EXERCISE OBJECTIVE:
When you respond, restate each record exactly as it is given.

RECORDS TO USE Block Start

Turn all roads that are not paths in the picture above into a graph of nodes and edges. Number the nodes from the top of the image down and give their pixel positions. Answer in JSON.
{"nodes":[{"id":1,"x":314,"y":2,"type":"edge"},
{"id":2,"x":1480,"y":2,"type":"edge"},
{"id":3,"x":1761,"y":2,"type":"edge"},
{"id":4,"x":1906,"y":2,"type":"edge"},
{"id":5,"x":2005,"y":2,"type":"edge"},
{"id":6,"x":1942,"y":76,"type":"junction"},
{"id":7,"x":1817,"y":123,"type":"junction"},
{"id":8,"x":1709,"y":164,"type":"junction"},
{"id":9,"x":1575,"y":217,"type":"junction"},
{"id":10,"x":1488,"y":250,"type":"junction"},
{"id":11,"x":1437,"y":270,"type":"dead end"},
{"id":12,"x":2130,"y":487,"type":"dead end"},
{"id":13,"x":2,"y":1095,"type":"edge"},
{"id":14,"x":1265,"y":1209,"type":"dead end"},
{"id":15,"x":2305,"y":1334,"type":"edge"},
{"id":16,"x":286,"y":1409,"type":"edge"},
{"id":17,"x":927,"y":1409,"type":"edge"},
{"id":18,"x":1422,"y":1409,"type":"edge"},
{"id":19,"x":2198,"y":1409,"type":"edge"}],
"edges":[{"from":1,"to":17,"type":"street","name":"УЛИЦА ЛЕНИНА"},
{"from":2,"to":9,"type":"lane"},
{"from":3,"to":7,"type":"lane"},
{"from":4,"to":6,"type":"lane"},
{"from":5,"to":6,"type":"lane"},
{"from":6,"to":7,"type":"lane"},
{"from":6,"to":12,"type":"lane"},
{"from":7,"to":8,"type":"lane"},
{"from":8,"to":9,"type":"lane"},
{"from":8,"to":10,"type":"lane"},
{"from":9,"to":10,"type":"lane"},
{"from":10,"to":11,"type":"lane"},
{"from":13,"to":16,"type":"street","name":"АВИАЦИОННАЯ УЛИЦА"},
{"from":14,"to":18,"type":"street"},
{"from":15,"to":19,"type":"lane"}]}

RECORDS TO USE Block End

ANSWER TO THIS EXERCISE:
Turn all roads that are not paths in the picture above into a graph of nodes and edges. Number the nodes from the top of the image down and give their pixel positions. Answer in JSON.
{"nodes":[{"id":1,"x":314,"y":2,"type":"edge"},
{"id":2,"x":1480,"y":2,"type":"edge"},
{"id":3,"x":1761,"y":2,"type":"edge"},
{"id":4,"x":1906,"y":2,"type":"edge"},
{"id":5,"x":2005,"y":2,"type":"edge"},
{"id":6,"x":1942,"y":76,"type":"junction"},
{"id":7,"x":1817,"y":123,"type":"junction"},
{"id":8,"x":1709,"y":164,"type":"junction"},
{"id":9,"x":1575,"y":217,"type":"junction"},
{"id":10,"x":1488,"y":250,"type":"junction"},
{"id":11,"x":1437,"y":270,"type":"dead end"},
{"id":12,"x":2130,"y":487,"type":"dead end"},
{"id":13,"x":2,"y":1095,"type":"edge"},
{"id":14,"x":1265,"y":1209,"type":"dead end"},
{"id":15,"x":2305,"y":1334,"type":"edge"},
{"id":16,"x":286,"y":1409,"type":"edge"},
{"id":17,"x":927,"y":1409,"type":"edge"},
{"id":18,"x":1422,"y":1409,"type":"edge"},
{"id":19,"x":2198,"y":1409,"type":"edge"}],
"edges":[{"from":1,"to":17,"type":"street","name":"УЛИЦА ЛЕНИНА"},
{"from":2,"to":9,"type":"lane"},
{"from":3,"to":7,"type":"lane"},
{"from":4,"to":6,"type":"lane"},
{"from":5,"to":6,"type":"lane"},
{"from":6,"to":7,"type":"lane"},
{"from":6,"to":12,"type":"lane"},
{"from":7,"to":8,"type":"lane"},
{"from":8,"to":9,"type":"lane"},
{"from":8,"to":10,"type":"lane"},
{"from":9,"to":10,"type":"lane"},
{"from":10,"to":11,"type":"lane"},
{"from":13,"to":16,"type":"street","name":"АВИАЦИОННАЯ УЛИЦА"},
{"from":14,"to":18,"type":"street"},
{"from":15,"to":19,"type":"lane"}]}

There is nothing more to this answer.